Çünkü eğitim sisteminin kalitesinin yetersizliği, ekonominin durumunu daha da vahim bir hale getiriyor. Resmi rakamlara göre, 25 yaş üstü nüfusun ortalama eğitim süresi sadece 9.2 yıl. Bu süre toplumun geneline eşit olarak dağıtıldığında, hiç kimsenin lise düzeyinde bile eğitim almadığını gösteriyor. Eğitim seviyesinin bu denli düşük olması ve meslek sahibi olmayan bir toplum yapısının hakim olması, işgücünün niteliksizleşmesine sebep oluyor. Netice itibarıyla, haklarını savunma bilincinden aciz, rekabet gücünden yoksun, mesleksiz bir toplum yapısının içerisinde yaşıyoruz.
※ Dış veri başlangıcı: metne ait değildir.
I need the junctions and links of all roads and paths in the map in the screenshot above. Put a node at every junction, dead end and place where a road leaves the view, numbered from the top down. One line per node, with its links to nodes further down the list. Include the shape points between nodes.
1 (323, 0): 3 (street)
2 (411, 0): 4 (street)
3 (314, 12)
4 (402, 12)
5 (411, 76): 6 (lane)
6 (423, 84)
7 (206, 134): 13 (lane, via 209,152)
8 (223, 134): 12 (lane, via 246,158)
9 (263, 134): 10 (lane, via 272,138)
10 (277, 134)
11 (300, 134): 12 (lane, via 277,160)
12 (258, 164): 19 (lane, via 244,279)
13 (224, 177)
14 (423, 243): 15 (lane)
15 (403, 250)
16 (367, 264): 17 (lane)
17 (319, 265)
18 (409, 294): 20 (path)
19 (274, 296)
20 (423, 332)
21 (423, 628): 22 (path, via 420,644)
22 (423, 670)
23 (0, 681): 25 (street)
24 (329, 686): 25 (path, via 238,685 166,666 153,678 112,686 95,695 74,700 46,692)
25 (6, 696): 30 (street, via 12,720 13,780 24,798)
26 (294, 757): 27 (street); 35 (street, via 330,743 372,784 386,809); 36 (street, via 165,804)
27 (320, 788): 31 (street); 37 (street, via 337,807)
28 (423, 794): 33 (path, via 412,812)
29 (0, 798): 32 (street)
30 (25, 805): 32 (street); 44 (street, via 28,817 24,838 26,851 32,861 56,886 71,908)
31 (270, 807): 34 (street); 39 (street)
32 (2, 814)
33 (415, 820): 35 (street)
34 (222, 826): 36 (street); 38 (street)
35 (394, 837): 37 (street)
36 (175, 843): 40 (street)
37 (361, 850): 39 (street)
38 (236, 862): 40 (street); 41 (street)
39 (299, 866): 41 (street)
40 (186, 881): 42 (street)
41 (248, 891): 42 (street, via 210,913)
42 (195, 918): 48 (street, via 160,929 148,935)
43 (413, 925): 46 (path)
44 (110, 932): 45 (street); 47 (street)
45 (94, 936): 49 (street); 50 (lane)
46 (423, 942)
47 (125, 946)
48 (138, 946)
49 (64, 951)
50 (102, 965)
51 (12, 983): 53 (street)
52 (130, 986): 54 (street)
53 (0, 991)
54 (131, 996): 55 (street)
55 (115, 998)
Toplum olarak asgari ücret cenderesine sıkışmamızın bir sonucu olarak son dönem, siyaseti finanse eden bir kısım patronlar için ‘Altın çağ’ oldu. Ancak bu durum, inşaat işçileri ve madenciler için adeta bir cehenneme dönüştü. İşçi cinayetlerinin artması ve müteahhitlerin yükselişi arasındaki trajik çelişki, temelde ‘Neleri değiştirmeliyiz, en acil sorunlarımız nelerdir’ sorusunu gölgeledi ve çözüme kavuşturamadı. Bu değişen sosyal yapı, iş güvenliğinden yoksun geniş bir çalışan kitlesi olan ‘prekarya’ olarak adlandırdığımız yeni bir sınıfın doğuşuna zemin hazırladı. İşte bu yüzden, günün her saati asgari ücret meselesi üzerine tartışmamız kaçınılmaz hale geldi.
Şimdi, hakikatleri kavrayabilmek adına siyasetin kör labirentlerinde kaybolmak yerine, ekonominin gerçeklerini tartışarak derinlemesine bir anlayışa ulaşmamız gerekiyor.